Former anti-Communist human rights activist and pastor Joachim Gauck is to become the next German president after President Christian Wulff, a career politician and lawyer, resigned on Friday amid allegations of political and financial favors.
In December, reports emerged that Wulff had accepted a personal loan of 500,000 euros (roughly $650,000) from the wife of a wealthy friend while he was the governor of Lower Saxony. More recently, his relationship with a film executive, David Groenewold — whose company had received loan guarantees from Lower Saxony — has come under fire. This past Thursday, prosecutors requested that the Bundestag strip Wulff of his immunity from prosecution, charging that there are “factual indications” of “long-suspected improprieties.” Wulff has denied the allegations, saying that, while he had “made mistakes,” he “was always honest.”
The office of Germany president is largely ceremonial but still heavily influential.
Described as a “moral authority to be reckoned with,” Gauck presents a striking contrast to his predecessor.
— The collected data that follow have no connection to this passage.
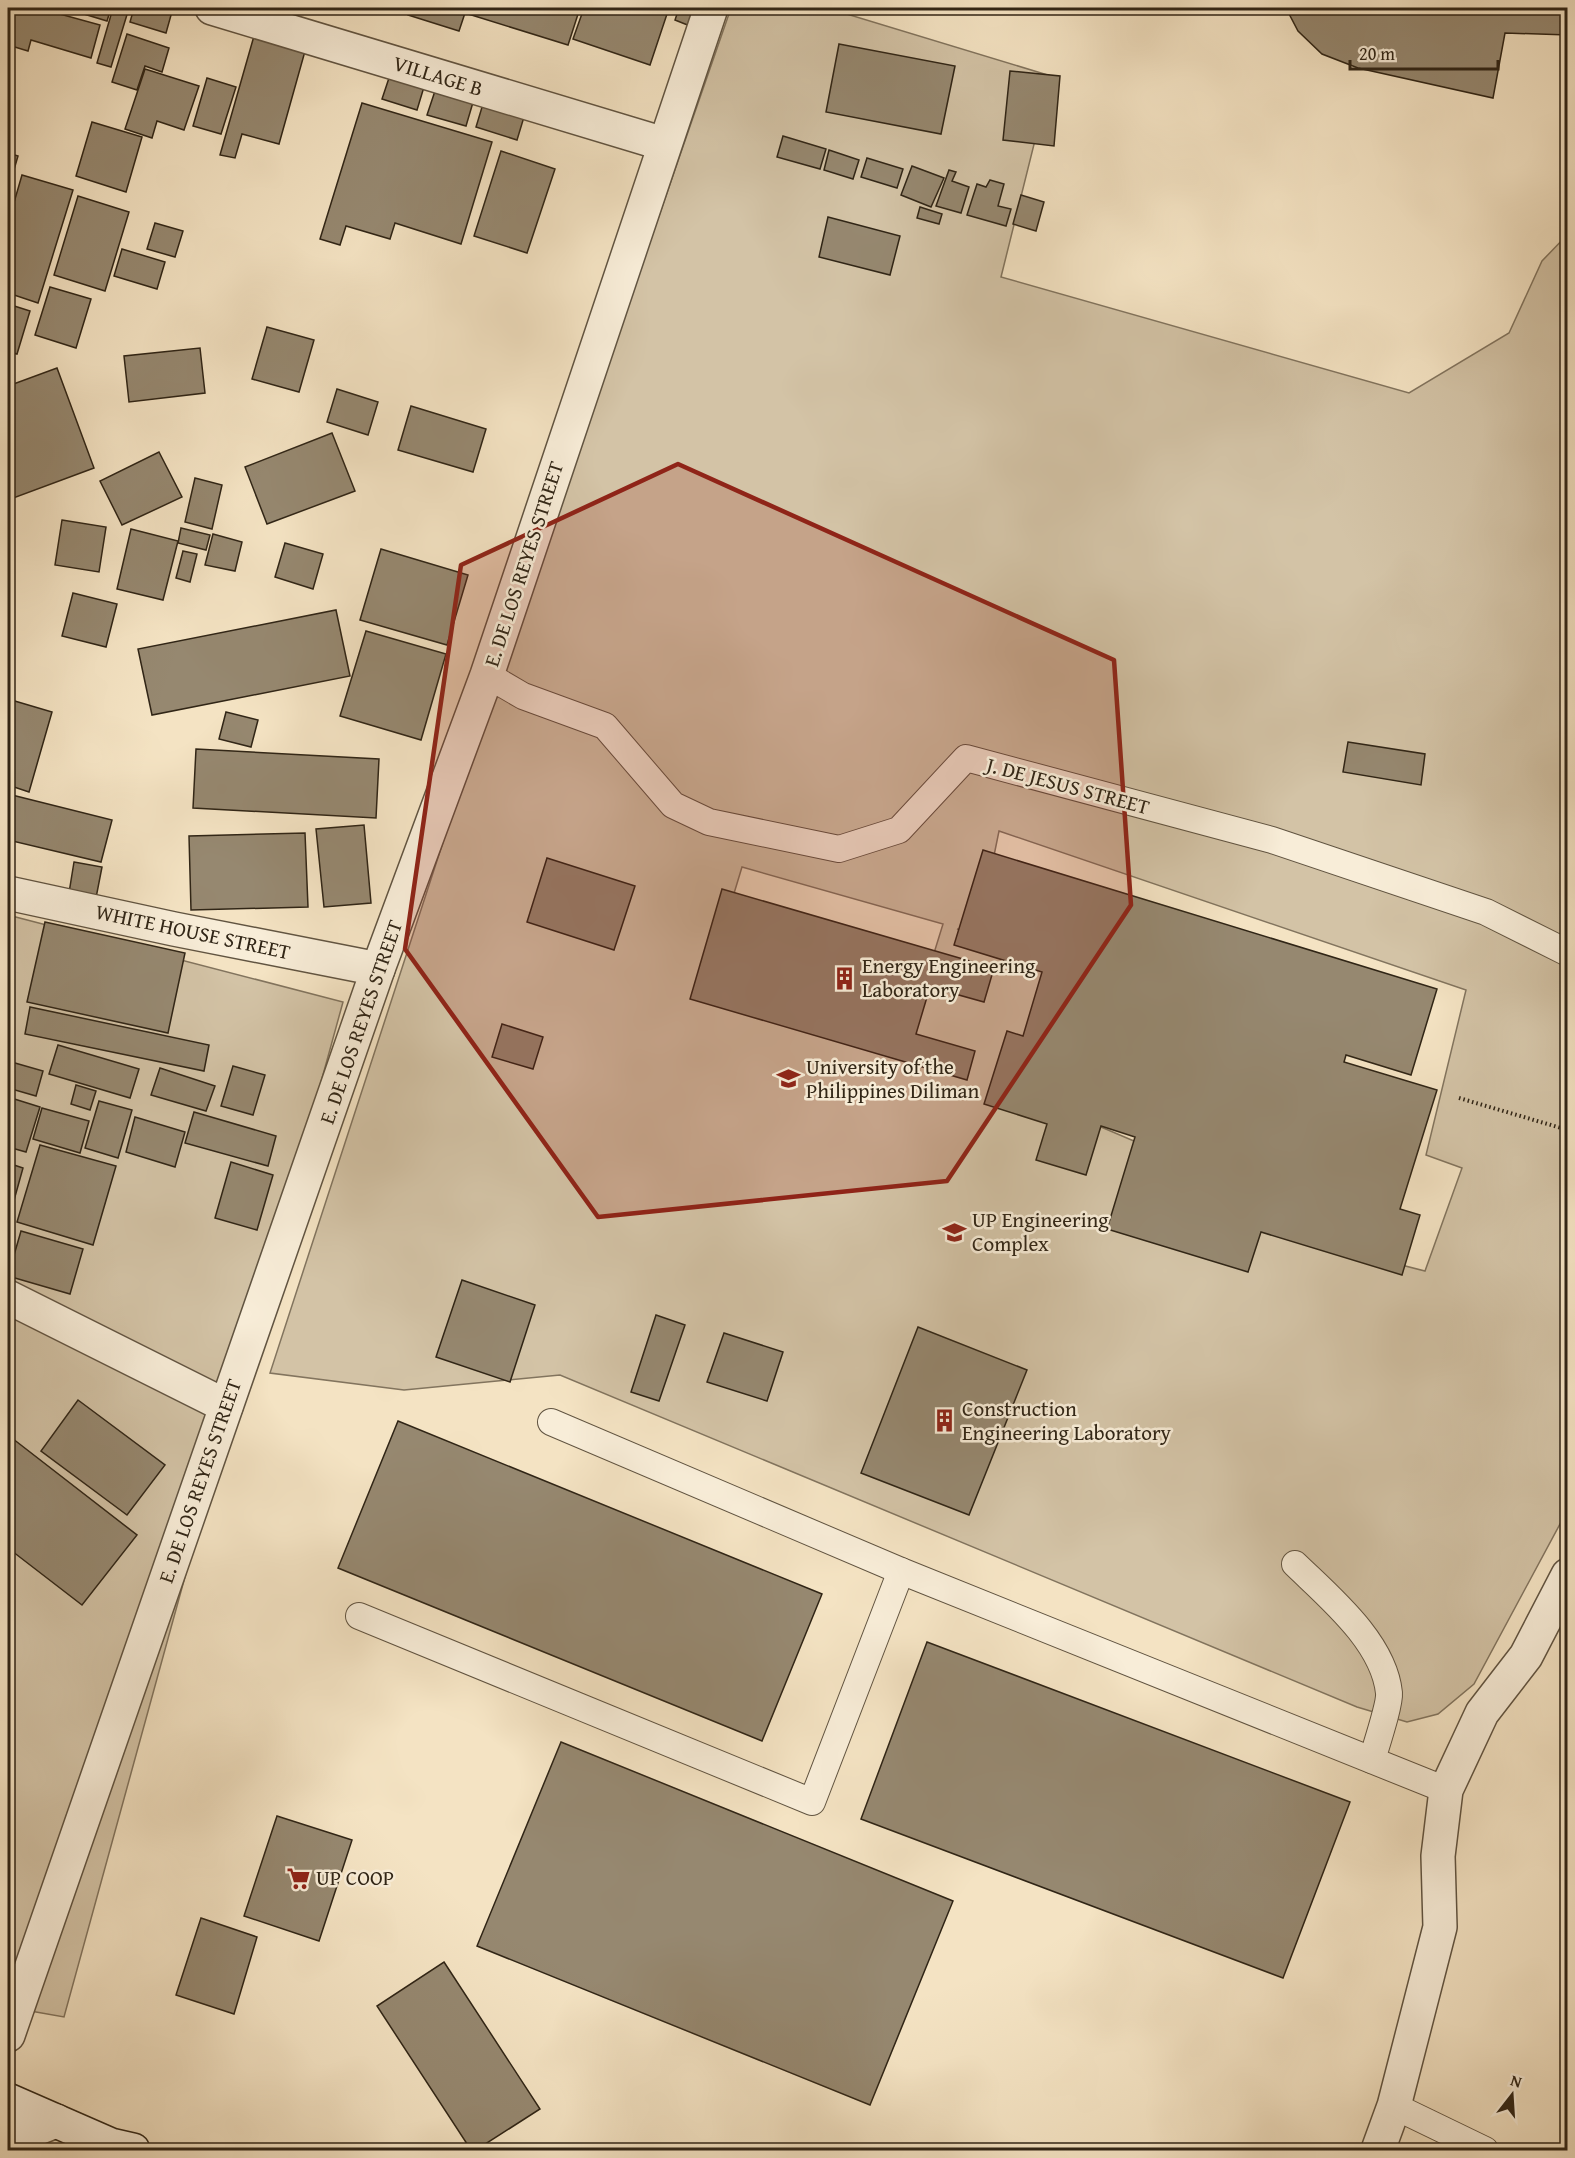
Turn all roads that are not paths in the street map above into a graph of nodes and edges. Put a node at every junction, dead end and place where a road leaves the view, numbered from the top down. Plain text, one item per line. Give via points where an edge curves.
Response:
1 (212, 8) edge
2 (711, 8) edge
3 (664, 144) junction
4 (487, 675) junction
5 (8, 893) edge
6 (1568, 953) edge
7 (378, 969) junction
8 (8, 1297) edge
9 (226, 1406) junction
10 (551, 1422) dead end
11 (1295, 1564) dead end
12 (901, 1570) junction
13 (1568, 1575) edge
14 (359, 1616) dead end
15 (1372, 1760) junction
16 (1446, 1790) junction
17 (8, 2035) edge
18 (8, 2100) edge
19 (1394, 2106) junction
20 (56, 2121) junction
21 (8, 2140) edge
22 (133, 2151) edge
23 (1378, 2151) edge
24 (1485, 2151) edge

1 - 3 street, VILLAGE B
2 - 3 street, E. DE LOS REYES STREET
3 - 4 street, E. DE LOS REYES STREET
4 - 6 lane, J. DE JESUS STREET via 524,696 605,726 673,805 710,822 839,849 899,830 966,758 1272,840 1486,912
4 - 7 street, E. DE LOS REYES STREET
5 - 7 street, WHITE HOUSE STREET
7 - 9 street, E. DE LOS REYES STREET
8 - 9 street
9 - 17 street, E. DE LOS REYES STREET
10 - 12 lane
11 - 15 lane via 1357,1624 1382,1668 1389,1694
12 - 14 lane via 812,1802
12 - 15 lane
13 - 16 street via 1526,1656 1482,1713
15 - 16 lane
16 - 19 street via 1438,1856 1440,1927
18 - 20 street
19 - 23 street
19 - 24 lane
20 - 21 street
20 - 22 street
Born (like Chancellor Angela Merkel) in East Germany, Gauck’s father was sent to a Siberian gulag when he was 11. Gauck aspired to become a journalist but ended up studying theology because he refused to join communist youth organizations. He used his pulpit to promote human rights and was a founder of New Forum, a civil rights movement created in 1989, in the months prior to the collapse of the German Democratic Republic (GDR). Gauck became the commissioner to oversee the archives of the East German secret police, the Stasi, on the last day of the GDR’s existence and turned the secret police files into a “transparent archive” to find former Stasi employees and collaborators working in public service. His commission became known as the “Gauck authority,” though he has been more recently questioned for allowing former Stasi archive employees to continue to work there, on the grounds that their “insider knowledge” is irreplaceable.
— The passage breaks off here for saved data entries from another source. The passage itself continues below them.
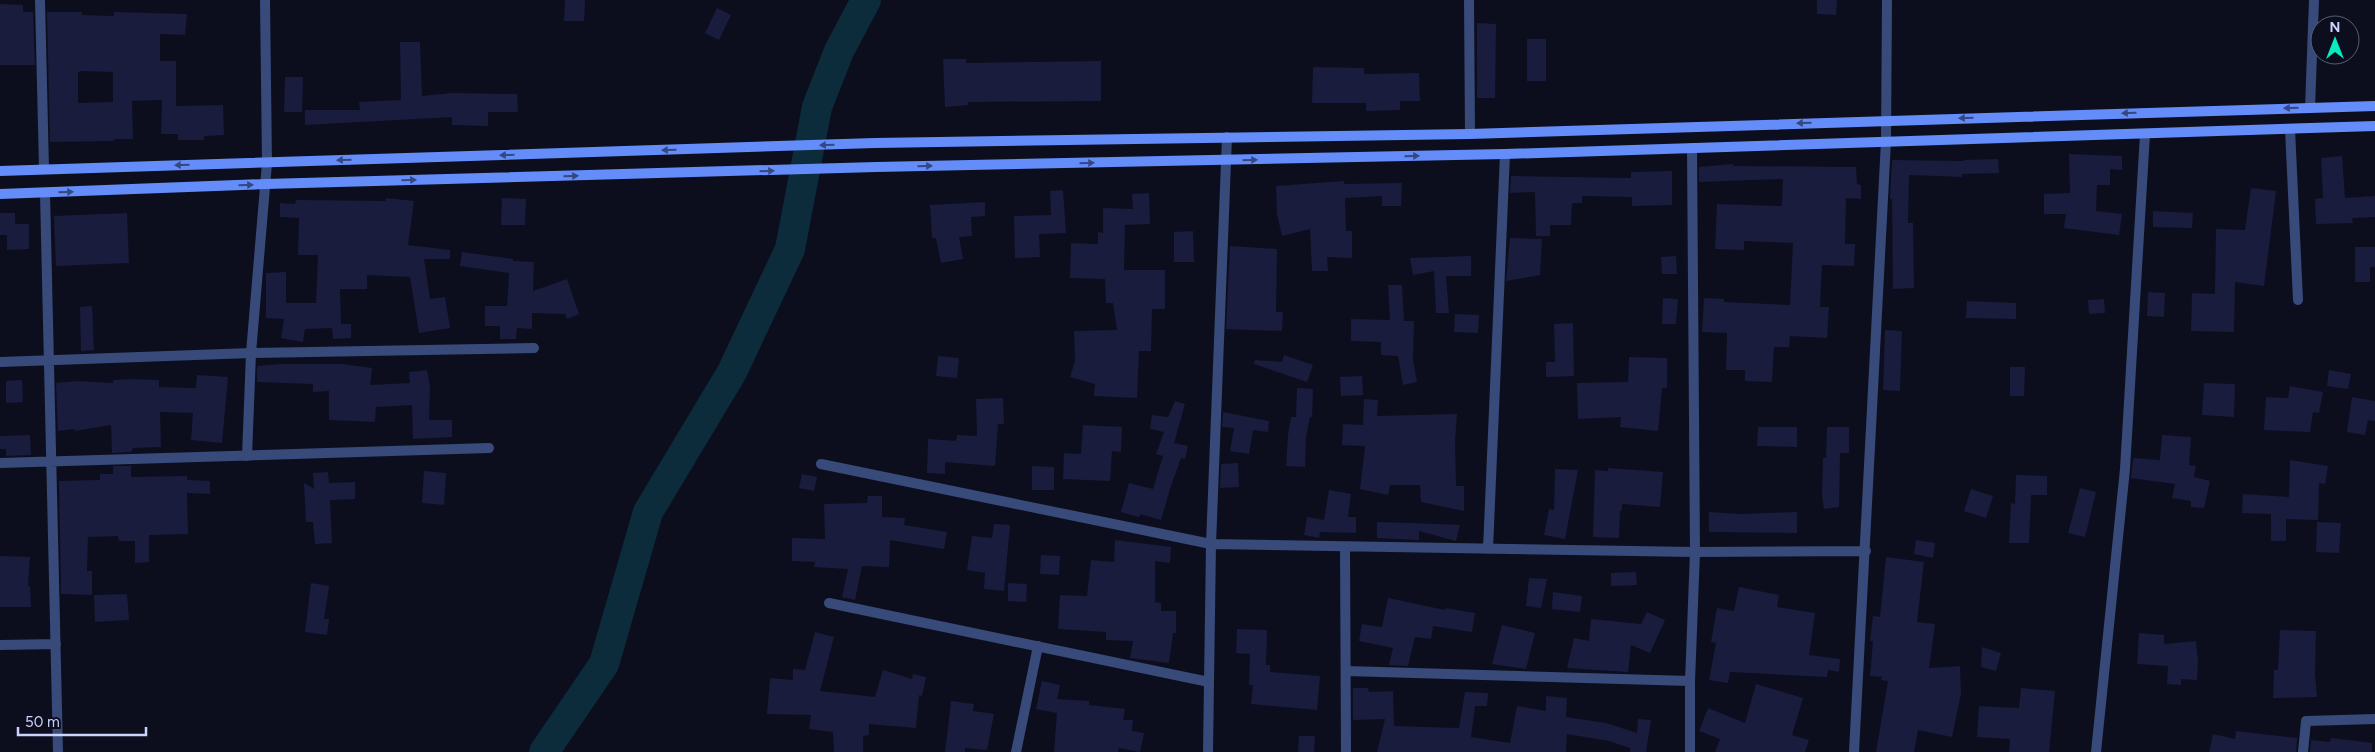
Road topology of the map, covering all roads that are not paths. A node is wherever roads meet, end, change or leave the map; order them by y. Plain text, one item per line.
1 (40, 0) edge
2 (265, 0) edge
3 (1469, 0) edge
4 (1887, 0) edge
5 (2314, 0) edge
6 (2375, 106) edge
7 (2310, 108) junction
8 (1886, 121) junction
9 (2375, 126) edge
10 (2290, 129) junction
11 (1470, 134) junction
12 (2145, 134) junction
13 (1227, 137) junction
14 (1886, 142) junction
15 (1692, 148) junction
16 (1505, 154) junction
17 (1226, 161) junction
18 (267, 163) junction
19 (44, 169) junction
20 (0, 170) edge
21 (266, 184) junction
22 (45, 193) junction
23 (0, 194) edge
24 (2298, 300) dead end
25 (534, 348) dead end
26 (251, 353) junction
27 (48, 360) junction
28 (0, 362) edge
29 (489, 448) dead end
30 (247, 456) junction
31 (52, 462) junction
32 (0, 463) edge
33 (820, 464) dead end
34 (1211, 544) junction
35 (1345, 546) junction
36 (1488, 549) junction
37 (1866, 550) junction
38 (1696, 552) junction
39 (830, 603) dead end
40 (56, 644) junction
41 (0, 645) edge
42 (1038, 646) junction
43 (1346, 671) junction
44 (1690, 681) junction
45 (1209, 682) junction
46 (2375, 719) edge
47 (58, 752) edge
48 (1016, 752) edge
49 (1208, 752) edge
50 (1346, 752) edge
51 (1690, 752) edge
52 (1854, 752) edge
53 (2096, 752) edge
54 (2303, 752) edge

1 - 19 street
2 - 18 street
3 - 11 street
4 - 8 street
5 - 7 street
6 - 7 main road
7 -> 8 main road
8 -> 11 main road
8 - 14 street
9 - 10 main road
10 - 12 main road
10 - 24 street
11 - 13 main road
12 - 14 main road
12 - 53 street
13 - 17 street
13 -> 18 main road
14 - 15 main road
14 - 37 street
15 - 16 main road
15 - 38 street
17 -> 16 main road
16 - 36 street
21 -> 17 main road
17 - 34 street
18 -> 19 main road
18 - 21 street
19 - 20 main road
22 -> 21 main road
21 - 26 street
22 - 23 main road
22 - 27 street
25 - 26 street
26 - 27 street
26 - 30 street
27 - 28 street
27 - 31 street
29 - 30 street
30 - 31 street
31 - 32 street
31 - 40 street
33 - 34 street
34 - 35 street
34 - 45 street
35 - 36 street
35 - 43 street
36 - 38 street
37 - 38 street
37 - 52 street
38 - 44 street
39 - 42 street
40 - 41 street
40 - 47 street
42 - 45 street
42 - 48 street
43 - 44 street
43 - 50 street
44 - 51 street
45 - 49 street
46 - 54 street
The choice of Gauck is a blow to Merkel who reportedly “bitterly opposed” his appointment and only did so to avoid political infighting within her government. Merkel has now lost two conservative presidents: Wullf’s predecessor, Horst Köhler, resigned in May 2010 after being heavily criticized for saying that German soldiers deployed in Afghanistan or on other peace-keeping missions were there to protect Germany’s economic interests.
Gauck was a popular choice for president in 2010. Merkel must now acknowledge that she made a “serious mistake” by not appointing him in the first place. Her decision not to support his candidacy is somewhat surprising given that they are described as friends, having both grown up in East Germany and being both the children of Lutheran pastors.